I have two files. One is consisting of one line, with data separated by spaces and each number appearing only once.
The other is consisting of one column and multiple lines which can have some numbers appearing more than once.
It looks something like this:
file 1:
20 700 15 30
file2:
10
10
200
200
700
700
700
20
30
30
50
(The files are a result of some other processing and scripts so there could be some extra spaces or tabs that I cannot easily influence/remove)
I would like to print the lines from file2 that do not have a match in file1. It is very important that in case there aren't any lines in file2 that do not have a match in file1 (i.e. when the file2 doesn't contain any numbers that aren't already in file1), I get a completely empty file, and not spaces or any other characters.
I have found some ways to do it when both files are columns, but not when one of them is a one line. When I tried transforming the one line file into a one column file, I got some unwanted spaces in the output.

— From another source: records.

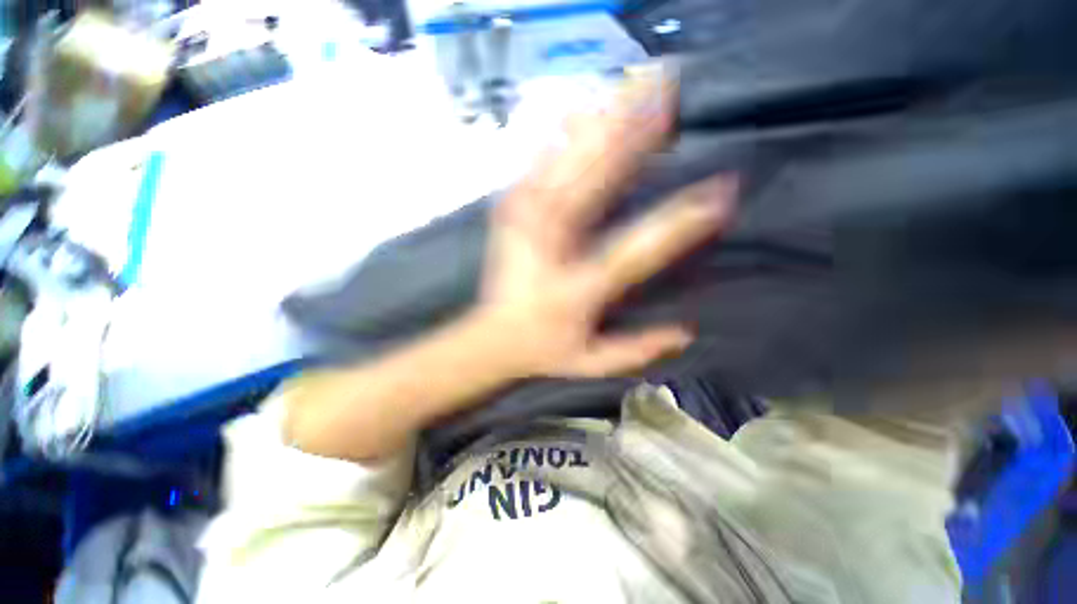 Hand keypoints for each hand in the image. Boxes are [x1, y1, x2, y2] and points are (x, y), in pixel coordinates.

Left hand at [478, 66, 737, 378]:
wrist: (493, 336)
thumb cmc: (544, 350)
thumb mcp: (592, 362)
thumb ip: (638, 349)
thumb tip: (687, 331)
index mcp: (575, 288)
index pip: (637, 249)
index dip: (682, 221)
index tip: (723, 192)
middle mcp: (549, 246)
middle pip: (598, 181)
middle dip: (637, 135)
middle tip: (672, 97)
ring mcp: (524, 220)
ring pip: (570, 157)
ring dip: (606, 120)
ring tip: (639, 85)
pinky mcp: (510, 209)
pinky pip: (540, 159)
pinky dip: (565, 131)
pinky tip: (586, 108) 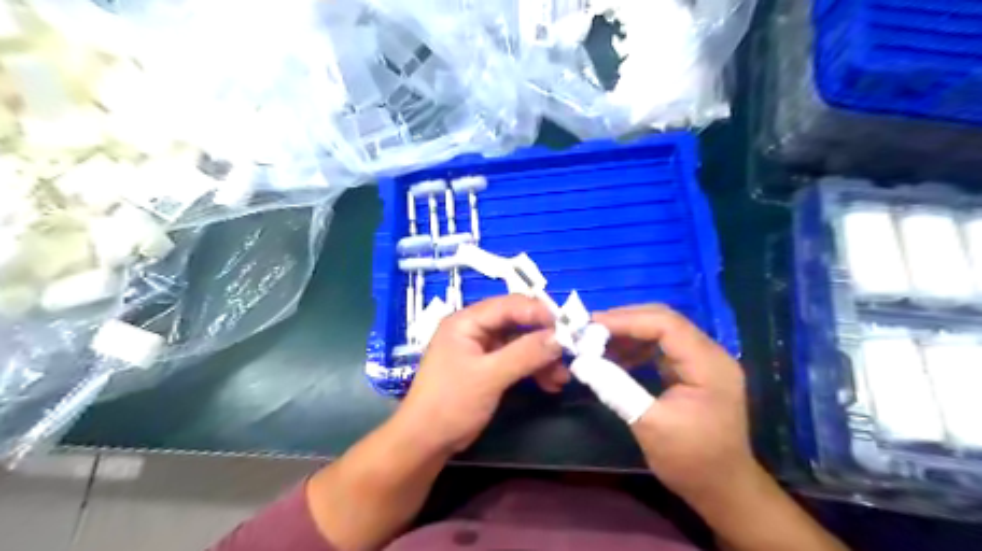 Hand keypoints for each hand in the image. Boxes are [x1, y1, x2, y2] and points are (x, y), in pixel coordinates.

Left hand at [395, 295, 563, 453]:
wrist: (425, 442)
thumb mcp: (489, 376)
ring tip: (562, 377)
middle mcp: (475, 329)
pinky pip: (516, 360)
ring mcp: (481, 349)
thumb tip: (561, 338)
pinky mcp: (487, 368)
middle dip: (544, 338)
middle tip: (569, 353)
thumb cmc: (451, 403)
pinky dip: (533, 369)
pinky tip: (550, 384)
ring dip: (542, 357)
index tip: (568, 328)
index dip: (540, 313)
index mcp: (467, 321)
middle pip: (517, 322)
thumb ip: (525, 354)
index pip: (509, 305)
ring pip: (520, 343)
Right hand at [586, 305, 752, 502]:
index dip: (627, 320)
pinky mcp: (693, 370)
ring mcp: (703, 361)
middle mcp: (710, 354)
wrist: (722, 489)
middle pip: (665, 320)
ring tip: (597, 342)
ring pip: (662, 331)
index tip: (591, 325)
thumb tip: (581, 362)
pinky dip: (637, 348)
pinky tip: (615, 357)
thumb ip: (616, 388)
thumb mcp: (649, 424)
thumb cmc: (691, 460)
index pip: (667, 324)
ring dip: (629, 333)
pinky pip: (662, 347)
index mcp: (708, 364)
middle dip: (625, 321)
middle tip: (589, 329) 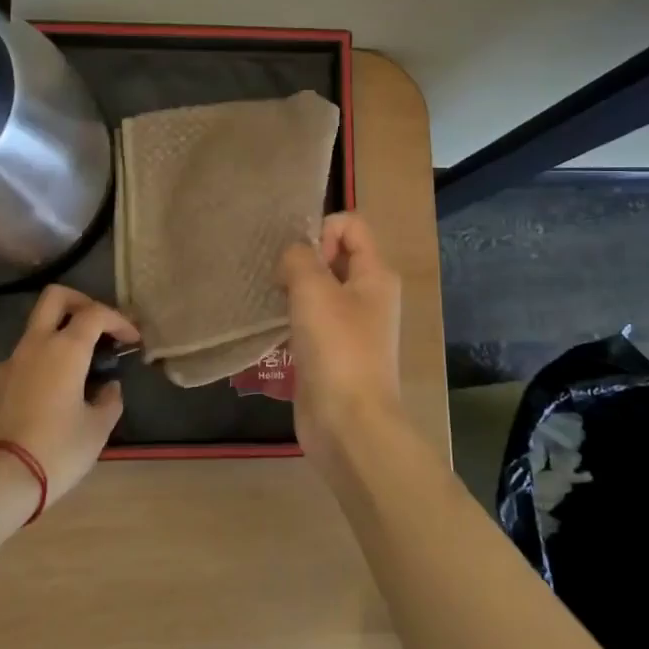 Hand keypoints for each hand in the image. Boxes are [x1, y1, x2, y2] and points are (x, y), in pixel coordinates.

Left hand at [0, 286, 138, 507]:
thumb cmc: (56, 451)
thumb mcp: (97, 430)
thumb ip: (109, 401)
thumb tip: (108, 388)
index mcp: (65, 349)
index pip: (96, 313)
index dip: (119, 320)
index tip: (131, 340)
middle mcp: (34, 346)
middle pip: (55, 298)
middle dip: (80, 302)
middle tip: (97, 327)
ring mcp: (6, 365)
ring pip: (35, 334)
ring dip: (57, 342)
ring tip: (74, 377)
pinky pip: (18, 366)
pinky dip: (37, 371)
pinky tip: (44, 404)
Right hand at [276, 213, 402, 465]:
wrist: (348, 424)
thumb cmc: (337, 349)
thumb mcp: (314, 290)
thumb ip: (299, 258)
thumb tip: (291, 257)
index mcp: (375, 274)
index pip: (351, 224)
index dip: (322, 230)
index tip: (301, 261)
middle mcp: (367, 294)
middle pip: (333, 254)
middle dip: (302, 260)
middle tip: (279, 281)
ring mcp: (350, 325)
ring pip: (318, 288)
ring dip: (292, 289)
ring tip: (273, 302)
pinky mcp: (331, 350)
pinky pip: (309, 318)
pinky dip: (291, 316)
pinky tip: (273, 327)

However, I then got an empty line as the output (instead of the wanted empty file) when both files contained the same numbers (as described in the end of my original post). I would like to solve it without modifying file1, but I don't know how to approach and start there.
thanks I've tried that now but I still have the same problem as when using the code from my second post.
With the files containing different numbers as in my first post, I get empty lines as first and last line.
Since my data is not in columns but in one line for file1, and they are a part of a cshell script and come as results in a loop,it would be difficult to be sure that it will never have any extra characters, I would rather keep them as a one line instead of converting to a column.
Is there a way to use indices with lines as with the columns in awk?
You don't need to change the original files, but you can do whatever is needed to your own work files.
You were getting close by breaking many numbers on one line to one per line. From there, sort copies of both files the same way (file 2 may need a unique sort) and then run them through diff. This process won't work if diff outputs "c" lines with both "<" and ">", but if not you can take out lines containing a or d, then take out the first two characters of all other lines. For example:
diff file1 file2 |grep -v d | sed 's/..//' >outputfile
Sorry I don't understand what do you mean by c lines and lines containing a or d?
Also, this code gave me the which has in its second line two numbers separated by comma which are in neither of the files, is that some counter of data entries?
diff reports differences between two files and what has to happen to change the first file into the second. If a record appears in the first file but not the second, diff reports the line(s) on the first file a d and the line where they used to be on the 2nd file
A record on the 2nd file but not the first, a a reports the line number of the first file and the records added.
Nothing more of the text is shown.